Por ser a religião de caráter
inefável, qualquer tentativa em defini-la nos faria tão-somente substituir um
inefável por outro. No máximo que poderíamos chegar é substituir o
incompreensível pelo desconhecido. Muda um pouco mas não avança muito. Esse
“passo” talvez aplacaria um pouco a consciências dos sociólogos, psicólogos ou
até de alguns teólogos que não conseguem “dar o salto”, conforme quer
Kierkgaard, para o mundo da fé, que é a relação com o sagrado, o transcendental
o encantado e acromático de Rudolf Otto. Pois é neste sentido preciso, e em
nenhum outro mais antológico, é que a religião permite a transcendência.
A crise está no fato de pararmos
na encruzilhada da existência e perguntarmos: Definiremos a religião através de
experiências transcendentais ou de dogmas definitivos?
Seria simplesmente improvável a
possibilidade de percorremos toda a largueza e demandas dessa encruzilhada dada
insuficiência da nossa auto-suficiência. O próprio fato de reconhecermos esses
limites nos dá um “start” para acionarmos a dinâmica caleidoscópica de nossas
possibilidades. Com isso não estou reduzindo o meu juízo ao nada, mas, talvez,
partindo de um pressuposto que religião pertença a uma família de curiosos e às
vezes embaraçantes conceitos que a gente compreende perfeitamente até querer
defini-lo. O espírito humano é bastante humilde de proibi-lo pensar sobre Deus
e, ao mesmo tempo, também, bastante fraco para banir o excesso de ambição
transcendental de sua alma pelo sublime. É o que poderíamos chamar de
“escravidão desejante” – credo, ergo sum!
A etimologia do vocábulo “teologia”
já seria – pensando assim – uma limitação que o homem se auto-impõe; uma
limitação precedente da qual ele não consegue se livrar: Sabe que não sabe por
não saber o quanto sabe. Daí as múltiplas e variegada manifestações do
sentimento religioso visto, revisto e concebido por todas as etnias ao redor do
globo. Nesse sentido poderíamos conceituar as manifestações dos sentimentos
religiosos como uma ansiedade existencial em busca de uma segurança ontológica.
Essa “obsessão religiosa” é
incurável.
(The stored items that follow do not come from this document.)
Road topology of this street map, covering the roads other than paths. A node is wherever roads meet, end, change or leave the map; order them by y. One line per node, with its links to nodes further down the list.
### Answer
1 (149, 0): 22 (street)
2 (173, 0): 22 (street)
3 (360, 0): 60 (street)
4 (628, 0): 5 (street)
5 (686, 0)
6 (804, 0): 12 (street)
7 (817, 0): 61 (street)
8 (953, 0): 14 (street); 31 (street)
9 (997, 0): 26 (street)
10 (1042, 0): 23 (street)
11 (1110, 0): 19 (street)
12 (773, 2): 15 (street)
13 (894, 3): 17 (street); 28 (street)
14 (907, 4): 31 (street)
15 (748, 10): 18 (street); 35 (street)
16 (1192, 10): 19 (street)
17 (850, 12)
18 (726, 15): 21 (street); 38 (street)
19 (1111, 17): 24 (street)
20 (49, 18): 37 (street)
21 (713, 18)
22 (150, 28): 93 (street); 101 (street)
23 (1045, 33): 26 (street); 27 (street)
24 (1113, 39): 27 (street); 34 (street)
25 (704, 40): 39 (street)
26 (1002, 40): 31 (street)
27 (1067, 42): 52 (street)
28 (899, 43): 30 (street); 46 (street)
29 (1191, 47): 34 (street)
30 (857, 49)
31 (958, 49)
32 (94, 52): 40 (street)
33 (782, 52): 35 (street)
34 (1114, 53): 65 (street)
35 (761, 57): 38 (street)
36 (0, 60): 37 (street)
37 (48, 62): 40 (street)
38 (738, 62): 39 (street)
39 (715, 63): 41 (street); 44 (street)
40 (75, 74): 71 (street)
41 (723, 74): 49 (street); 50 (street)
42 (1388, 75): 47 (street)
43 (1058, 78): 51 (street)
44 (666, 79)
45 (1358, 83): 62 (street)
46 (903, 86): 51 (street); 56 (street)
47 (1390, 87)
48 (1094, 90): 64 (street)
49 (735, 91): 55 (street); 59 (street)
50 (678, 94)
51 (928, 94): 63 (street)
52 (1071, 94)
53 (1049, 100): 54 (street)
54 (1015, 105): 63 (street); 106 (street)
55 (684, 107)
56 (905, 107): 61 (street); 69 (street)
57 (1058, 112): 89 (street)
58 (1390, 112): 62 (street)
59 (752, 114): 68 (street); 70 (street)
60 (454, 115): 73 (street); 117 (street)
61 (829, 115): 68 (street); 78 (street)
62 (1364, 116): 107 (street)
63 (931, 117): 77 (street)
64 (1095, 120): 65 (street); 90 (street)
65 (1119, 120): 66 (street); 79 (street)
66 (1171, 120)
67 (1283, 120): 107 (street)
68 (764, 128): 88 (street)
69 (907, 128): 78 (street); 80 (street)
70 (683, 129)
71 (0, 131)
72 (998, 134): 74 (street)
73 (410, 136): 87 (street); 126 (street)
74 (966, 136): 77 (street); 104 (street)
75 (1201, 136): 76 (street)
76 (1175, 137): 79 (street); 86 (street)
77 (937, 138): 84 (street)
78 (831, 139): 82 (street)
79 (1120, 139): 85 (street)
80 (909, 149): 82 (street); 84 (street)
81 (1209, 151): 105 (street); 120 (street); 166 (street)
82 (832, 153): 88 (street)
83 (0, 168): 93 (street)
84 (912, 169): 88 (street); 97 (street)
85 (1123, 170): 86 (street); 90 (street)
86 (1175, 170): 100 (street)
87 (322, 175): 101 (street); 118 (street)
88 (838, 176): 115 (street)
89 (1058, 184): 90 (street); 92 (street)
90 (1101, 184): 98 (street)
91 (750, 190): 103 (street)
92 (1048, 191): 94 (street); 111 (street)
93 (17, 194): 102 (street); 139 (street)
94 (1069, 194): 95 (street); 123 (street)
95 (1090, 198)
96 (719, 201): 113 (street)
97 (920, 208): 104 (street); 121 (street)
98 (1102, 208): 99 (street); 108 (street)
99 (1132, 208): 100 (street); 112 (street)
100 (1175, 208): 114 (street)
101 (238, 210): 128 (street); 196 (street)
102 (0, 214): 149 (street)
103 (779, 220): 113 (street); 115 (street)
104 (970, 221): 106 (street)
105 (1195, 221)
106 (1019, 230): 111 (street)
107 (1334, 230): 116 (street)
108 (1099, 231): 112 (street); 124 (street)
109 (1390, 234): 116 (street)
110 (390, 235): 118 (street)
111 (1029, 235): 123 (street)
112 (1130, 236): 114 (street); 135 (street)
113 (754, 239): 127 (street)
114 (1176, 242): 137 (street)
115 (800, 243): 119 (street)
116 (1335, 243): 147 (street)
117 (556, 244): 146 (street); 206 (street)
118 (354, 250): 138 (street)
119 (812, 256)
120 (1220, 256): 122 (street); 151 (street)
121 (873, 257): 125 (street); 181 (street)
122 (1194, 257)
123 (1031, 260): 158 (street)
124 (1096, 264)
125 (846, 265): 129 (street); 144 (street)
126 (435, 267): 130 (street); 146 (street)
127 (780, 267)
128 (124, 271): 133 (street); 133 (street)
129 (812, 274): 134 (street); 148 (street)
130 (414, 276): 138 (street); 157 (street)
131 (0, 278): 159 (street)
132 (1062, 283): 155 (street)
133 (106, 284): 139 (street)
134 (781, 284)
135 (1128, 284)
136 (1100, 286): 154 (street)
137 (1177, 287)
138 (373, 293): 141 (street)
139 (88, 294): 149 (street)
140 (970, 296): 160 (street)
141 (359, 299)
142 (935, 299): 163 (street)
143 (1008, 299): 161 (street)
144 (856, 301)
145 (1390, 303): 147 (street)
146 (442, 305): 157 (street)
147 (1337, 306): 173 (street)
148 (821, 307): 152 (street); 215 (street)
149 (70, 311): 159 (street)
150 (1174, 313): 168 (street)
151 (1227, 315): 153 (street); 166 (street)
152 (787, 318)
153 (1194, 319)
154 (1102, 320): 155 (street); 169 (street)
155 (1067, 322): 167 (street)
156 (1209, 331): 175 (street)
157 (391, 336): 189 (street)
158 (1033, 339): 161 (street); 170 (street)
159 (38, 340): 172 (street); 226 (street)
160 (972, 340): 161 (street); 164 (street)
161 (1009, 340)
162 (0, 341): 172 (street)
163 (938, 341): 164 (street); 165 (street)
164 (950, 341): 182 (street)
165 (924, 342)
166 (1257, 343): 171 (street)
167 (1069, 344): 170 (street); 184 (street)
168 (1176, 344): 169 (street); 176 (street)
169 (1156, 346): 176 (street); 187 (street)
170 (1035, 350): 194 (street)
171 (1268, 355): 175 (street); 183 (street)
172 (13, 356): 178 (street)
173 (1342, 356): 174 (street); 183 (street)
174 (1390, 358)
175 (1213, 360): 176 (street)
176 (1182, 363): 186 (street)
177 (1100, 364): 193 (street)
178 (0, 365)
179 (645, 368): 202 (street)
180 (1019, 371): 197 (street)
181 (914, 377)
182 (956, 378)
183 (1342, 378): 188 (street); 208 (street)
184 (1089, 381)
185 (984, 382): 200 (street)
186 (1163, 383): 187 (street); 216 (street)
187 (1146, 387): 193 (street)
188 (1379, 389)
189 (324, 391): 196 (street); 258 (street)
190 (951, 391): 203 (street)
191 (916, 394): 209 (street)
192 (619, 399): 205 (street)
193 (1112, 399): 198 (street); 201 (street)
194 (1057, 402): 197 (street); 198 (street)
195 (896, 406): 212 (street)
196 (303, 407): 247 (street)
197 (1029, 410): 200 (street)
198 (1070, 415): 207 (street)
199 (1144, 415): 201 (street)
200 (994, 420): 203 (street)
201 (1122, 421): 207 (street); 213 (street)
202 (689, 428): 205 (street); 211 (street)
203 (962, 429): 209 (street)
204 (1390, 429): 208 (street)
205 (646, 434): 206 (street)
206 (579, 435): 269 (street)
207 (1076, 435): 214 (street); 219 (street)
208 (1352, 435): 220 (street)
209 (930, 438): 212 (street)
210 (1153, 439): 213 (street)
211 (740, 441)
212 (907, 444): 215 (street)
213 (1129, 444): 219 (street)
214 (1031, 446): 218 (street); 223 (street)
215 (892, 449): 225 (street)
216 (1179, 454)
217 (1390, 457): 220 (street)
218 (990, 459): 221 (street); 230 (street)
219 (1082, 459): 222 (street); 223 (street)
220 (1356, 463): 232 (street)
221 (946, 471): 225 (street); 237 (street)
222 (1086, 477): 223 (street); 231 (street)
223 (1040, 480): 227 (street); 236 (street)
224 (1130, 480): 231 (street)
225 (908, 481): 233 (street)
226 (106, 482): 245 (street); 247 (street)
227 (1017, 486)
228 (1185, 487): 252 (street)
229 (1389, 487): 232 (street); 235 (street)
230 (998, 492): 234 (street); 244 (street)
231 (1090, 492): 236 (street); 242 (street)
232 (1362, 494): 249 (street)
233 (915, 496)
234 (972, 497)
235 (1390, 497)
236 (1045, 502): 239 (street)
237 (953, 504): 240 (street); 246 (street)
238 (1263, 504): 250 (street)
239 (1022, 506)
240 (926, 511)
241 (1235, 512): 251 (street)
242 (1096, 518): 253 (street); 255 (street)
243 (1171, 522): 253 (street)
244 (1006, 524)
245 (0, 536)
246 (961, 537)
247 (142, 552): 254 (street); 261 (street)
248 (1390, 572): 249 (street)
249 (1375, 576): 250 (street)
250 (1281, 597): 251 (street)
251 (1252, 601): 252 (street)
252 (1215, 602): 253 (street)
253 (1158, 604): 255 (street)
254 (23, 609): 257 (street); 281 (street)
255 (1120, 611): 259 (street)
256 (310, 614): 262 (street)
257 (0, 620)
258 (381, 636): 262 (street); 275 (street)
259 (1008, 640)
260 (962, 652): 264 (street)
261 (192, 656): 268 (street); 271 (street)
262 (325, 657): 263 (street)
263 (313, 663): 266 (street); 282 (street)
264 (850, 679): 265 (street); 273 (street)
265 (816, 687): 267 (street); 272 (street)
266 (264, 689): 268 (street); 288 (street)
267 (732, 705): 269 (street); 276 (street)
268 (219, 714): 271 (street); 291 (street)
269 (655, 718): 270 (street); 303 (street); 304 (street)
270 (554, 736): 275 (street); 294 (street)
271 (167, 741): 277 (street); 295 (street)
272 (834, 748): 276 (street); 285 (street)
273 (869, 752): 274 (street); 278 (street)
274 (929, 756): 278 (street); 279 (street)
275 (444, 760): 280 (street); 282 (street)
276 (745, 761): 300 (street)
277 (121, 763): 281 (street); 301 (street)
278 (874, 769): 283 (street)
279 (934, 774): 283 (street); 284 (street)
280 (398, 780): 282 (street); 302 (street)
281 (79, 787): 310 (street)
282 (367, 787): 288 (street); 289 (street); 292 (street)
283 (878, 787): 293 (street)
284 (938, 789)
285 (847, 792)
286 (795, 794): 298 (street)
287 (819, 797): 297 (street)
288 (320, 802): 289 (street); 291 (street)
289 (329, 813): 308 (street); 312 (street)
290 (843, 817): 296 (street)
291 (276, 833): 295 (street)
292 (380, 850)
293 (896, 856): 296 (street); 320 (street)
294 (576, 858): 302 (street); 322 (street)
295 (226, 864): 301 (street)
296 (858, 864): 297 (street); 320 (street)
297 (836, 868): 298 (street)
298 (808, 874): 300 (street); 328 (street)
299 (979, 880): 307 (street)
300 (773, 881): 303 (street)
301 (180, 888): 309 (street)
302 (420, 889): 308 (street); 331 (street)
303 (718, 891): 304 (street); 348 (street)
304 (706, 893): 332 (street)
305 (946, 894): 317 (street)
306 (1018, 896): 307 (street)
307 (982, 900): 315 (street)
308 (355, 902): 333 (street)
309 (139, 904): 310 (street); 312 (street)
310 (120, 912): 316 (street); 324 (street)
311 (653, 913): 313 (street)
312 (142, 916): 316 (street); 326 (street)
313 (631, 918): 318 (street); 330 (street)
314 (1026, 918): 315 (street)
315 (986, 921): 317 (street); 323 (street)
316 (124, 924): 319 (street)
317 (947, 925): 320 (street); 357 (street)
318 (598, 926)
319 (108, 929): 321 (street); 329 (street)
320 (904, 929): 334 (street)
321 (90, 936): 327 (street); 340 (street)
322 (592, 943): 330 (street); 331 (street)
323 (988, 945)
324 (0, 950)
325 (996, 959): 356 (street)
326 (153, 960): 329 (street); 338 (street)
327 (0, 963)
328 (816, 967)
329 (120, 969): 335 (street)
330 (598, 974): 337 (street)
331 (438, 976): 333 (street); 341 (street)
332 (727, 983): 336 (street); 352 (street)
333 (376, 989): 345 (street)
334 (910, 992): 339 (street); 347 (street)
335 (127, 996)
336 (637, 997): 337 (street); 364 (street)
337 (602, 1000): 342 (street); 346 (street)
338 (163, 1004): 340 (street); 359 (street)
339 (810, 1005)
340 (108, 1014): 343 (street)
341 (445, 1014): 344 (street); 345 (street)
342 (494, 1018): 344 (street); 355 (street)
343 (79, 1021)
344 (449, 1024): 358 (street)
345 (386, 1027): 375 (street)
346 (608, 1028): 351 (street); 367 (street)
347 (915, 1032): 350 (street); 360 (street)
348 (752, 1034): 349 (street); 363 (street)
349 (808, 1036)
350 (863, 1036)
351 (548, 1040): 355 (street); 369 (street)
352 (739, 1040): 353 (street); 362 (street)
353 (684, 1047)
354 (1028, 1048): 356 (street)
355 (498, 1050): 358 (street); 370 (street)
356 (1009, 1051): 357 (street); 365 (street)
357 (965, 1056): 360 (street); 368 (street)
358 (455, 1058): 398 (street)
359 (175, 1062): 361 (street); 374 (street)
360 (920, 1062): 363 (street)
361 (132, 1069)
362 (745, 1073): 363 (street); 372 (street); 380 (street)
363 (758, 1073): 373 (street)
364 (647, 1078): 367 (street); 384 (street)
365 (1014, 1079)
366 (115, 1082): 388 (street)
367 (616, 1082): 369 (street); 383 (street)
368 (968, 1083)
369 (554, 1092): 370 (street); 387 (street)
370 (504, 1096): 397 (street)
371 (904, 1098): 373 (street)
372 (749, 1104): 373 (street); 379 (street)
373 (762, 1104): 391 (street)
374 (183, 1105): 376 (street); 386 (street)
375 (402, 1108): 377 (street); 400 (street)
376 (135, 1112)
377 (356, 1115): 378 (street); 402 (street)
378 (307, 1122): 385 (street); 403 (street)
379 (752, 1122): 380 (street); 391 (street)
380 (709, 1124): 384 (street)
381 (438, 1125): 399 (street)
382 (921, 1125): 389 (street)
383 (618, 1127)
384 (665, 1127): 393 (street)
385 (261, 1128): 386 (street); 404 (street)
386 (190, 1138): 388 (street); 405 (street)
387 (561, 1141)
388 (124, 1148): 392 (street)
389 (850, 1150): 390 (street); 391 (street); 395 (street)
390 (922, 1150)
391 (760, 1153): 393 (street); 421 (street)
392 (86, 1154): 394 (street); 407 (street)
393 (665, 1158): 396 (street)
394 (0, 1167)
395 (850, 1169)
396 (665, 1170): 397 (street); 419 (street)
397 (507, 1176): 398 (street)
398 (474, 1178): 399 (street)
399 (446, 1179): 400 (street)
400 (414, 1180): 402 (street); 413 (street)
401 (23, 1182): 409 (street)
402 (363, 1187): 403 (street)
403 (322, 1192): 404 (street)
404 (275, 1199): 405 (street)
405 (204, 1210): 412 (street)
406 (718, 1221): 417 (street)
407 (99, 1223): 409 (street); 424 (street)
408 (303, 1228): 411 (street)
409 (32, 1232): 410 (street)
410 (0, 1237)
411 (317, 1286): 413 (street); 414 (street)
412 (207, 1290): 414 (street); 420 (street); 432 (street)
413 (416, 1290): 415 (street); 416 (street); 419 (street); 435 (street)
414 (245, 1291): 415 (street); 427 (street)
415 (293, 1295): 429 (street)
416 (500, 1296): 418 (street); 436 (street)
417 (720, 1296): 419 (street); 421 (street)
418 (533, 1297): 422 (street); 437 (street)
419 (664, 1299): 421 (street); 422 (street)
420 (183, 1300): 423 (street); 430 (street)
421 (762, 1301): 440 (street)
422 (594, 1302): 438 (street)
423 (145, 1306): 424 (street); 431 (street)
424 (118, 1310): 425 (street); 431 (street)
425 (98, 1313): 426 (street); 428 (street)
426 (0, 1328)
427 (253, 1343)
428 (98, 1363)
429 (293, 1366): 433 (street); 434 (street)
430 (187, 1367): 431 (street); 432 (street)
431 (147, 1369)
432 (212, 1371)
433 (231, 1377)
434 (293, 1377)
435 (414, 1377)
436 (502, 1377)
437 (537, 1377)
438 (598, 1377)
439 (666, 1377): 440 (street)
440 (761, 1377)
Se nela o finito busca o infinito e, se é infinito, como alcançá-lo?
Como o finito pode alcançar o infinito sem a “mágica” da revelação? Certamente
que é por isso que o cristianismo seja feérico – a religião da fé
transcendente. Nele a transcendência
invade o tempo, o fato e o homem.
Entristece-me muito quando as
igrejas querem encapsular Deus em seus ritos. Parece-me que as liturgias de
hoje querem explica tanto o fenômeno da transcendência que acaba reduzindo-o ao
previsível, governável, manipulável; não compreendendo que talvez na duvida
sincera, na dor inexplicável, nos sentimentos ambivalentes se encontram a
verdadeira religião: Acreditar sem explicar, possuir sem poder dominar; sair ao
encontro do sagrado com a convicção de que precisava mais – mais saber, mais
possuir, mais crer e, ainda mais se entregar.
As religiões cristãs modernas
caem na bizarrice de explicar o inexplicável, como se pudessem ser o vigário que
conduz o fiel até o fim do infinito. Assim religião que é uma agência de “bem
de consumo” não consegue fidelizar os consumidores que ela mesma criou. Eles
saem dos ritos religiosos cheios de promessas e vazias de transcendência. Daí o
auditório religioso ser sempre flutuante, instável e auto-descartável: Onde
falta o mistério não cabe a fé.
A religião definitiva não elimina
todos os buracos e gretas da alma: Não consegue extinguir o medo último do
abandono e nem consubstanciar o vazio de quem está cansado, “louco” para
encontrar um colo onde descansar para sempre. A religião institucionalizada passa
por um viés ao contrário: Propõe a idéia da auto-suficiência humana quando
propugna que a essência da religião concentra-se em tarefas que os seres
humanos podem executar: Campanhas de oração, votos, promessas e tantos outros
condões que pragmatismo triunfalista celebra e consagra.
Com esse foco a religião
momentânea quer “driblar” o sonho escatológico, inerente ao ser humano. Se tudo
se resume ic et nunc, a alma do
cultuante sem a expectativa do amanhã, sem utopias se torna vazia ofegante. A
única esperança que lhe resta é a tênue certeza de que os receptores da graça
(santos, eremitas, místicos, monges, ascetas, dervixes, padres e pastores), lhe
traga pronto, materializados pelos abundantes signos aquilo que os próprios
orantes gostariam de encontrar pelos caminhos da fé transcendental.